DATA TO PROCESS
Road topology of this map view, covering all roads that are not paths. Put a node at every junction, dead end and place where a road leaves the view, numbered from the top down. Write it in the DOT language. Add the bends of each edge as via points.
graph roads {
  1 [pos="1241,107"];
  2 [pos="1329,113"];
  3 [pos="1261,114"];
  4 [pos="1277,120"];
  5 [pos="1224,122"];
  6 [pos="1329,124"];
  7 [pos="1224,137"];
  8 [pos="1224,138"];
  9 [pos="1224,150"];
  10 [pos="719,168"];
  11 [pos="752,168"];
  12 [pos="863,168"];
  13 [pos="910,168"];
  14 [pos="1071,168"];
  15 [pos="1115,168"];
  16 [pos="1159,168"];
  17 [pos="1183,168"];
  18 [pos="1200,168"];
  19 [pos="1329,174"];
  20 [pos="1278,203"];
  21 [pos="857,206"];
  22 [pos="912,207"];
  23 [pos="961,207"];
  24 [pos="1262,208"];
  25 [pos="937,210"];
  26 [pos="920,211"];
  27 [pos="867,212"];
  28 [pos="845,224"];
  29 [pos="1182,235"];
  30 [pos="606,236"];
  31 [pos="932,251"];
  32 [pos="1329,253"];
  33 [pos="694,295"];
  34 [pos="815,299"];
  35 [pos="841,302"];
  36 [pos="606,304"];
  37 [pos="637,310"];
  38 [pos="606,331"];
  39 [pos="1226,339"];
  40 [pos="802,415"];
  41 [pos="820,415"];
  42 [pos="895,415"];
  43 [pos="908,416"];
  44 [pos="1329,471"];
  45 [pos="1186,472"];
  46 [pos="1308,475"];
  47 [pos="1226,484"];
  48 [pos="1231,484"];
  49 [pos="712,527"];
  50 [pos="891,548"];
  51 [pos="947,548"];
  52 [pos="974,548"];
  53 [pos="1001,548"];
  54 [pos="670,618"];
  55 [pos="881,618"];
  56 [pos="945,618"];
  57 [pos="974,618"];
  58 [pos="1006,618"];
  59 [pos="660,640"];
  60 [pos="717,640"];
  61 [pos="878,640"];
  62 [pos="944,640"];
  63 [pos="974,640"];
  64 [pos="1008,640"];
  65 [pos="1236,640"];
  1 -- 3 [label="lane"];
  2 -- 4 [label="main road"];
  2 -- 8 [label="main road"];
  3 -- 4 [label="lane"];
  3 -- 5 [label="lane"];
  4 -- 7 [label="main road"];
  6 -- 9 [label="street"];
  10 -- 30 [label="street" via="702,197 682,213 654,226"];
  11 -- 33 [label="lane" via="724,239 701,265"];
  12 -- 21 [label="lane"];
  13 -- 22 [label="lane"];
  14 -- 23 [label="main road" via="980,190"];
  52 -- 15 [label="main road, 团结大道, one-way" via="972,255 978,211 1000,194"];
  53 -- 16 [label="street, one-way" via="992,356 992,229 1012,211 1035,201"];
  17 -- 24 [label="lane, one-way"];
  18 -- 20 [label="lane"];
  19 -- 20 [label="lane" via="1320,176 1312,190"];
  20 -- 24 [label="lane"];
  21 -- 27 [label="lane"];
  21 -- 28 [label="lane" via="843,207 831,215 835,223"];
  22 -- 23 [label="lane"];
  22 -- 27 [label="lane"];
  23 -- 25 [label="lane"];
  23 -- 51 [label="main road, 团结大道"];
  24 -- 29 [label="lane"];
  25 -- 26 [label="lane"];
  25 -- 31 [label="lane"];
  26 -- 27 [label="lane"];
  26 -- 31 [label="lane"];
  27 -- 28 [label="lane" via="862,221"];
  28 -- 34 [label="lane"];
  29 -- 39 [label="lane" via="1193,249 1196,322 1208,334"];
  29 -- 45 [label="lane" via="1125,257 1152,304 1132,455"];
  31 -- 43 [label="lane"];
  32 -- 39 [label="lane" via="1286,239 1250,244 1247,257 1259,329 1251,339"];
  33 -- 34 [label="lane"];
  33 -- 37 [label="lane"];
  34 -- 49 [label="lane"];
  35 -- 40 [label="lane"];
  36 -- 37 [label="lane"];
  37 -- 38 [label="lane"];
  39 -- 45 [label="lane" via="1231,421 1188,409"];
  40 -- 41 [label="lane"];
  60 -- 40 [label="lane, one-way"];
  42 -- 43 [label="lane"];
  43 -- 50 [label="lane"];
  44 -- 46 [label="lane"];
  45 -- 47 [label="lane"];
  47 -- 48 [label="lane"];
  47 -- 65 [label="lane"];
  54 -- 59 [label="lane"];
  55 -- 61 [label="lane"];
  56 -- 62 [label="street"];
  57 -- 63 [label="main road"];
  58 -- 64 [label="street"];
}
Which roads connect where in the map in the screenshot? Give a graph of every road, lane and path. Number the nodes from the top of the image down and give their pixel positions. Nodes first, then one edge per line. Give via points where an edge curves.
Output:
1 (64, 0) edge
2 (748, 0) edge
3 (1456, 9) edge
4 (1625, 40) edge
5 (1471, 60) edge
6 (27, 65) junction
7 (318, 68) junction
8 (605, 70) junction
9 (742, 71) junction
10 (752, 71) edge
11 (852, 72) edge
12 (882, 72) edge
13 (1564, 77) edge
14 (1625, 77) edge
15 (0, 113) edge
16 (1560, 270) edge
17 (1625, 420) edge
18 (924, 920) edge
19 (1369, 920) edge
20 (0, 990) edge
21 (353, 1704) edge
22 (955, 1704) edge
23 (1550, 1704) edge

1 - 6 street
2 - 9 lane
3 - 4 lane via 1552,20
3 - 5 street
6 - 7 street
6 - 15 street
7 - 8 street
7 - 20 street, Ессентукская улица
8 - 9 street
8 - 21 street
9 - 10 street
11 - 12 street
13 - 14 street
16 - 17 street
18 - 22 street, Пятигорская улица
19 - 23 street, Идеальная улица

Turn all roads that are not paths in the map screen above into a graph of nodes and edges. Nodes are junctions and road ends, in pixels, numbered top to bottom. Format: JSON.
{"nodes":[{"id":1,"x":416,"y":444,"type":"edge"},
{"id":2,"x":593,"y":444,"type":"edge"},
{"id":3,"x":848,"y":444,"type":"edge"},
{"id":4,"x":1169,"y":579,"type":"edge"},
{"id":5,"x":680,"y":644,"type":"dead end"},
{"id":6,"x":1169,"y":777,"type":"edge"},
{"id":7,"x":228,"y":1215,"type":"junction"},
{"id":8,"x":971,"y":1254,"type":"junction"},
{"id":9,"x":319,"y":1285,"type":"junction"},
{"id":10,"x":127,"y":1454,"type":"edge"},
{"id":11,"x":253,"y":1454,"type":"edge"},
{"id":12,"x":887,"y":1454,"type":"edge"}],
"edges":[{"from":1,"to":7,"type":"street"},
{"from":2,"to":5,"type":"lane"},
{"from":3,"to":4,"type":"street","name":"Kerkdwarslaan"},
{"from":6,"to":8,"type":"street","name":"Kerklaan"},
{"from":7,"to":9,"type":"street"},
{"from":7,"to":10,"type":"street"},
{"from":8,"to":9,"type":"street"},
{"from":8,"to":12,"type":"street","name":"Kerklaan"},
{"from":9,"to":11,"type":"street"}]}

YOUR INSTRUCTIONS
Wherever a line of the entries holds the string "edges", copy that line.

PROBLEM SOLUTION
Turn all roads that are not paths in the map screen above into a graph of nodes and edges. Nodes are junctions and road ends, in pixels, numbered top to bottom. Format: JSON.
"edges":[{"from":1,"to":7,"type":"street"},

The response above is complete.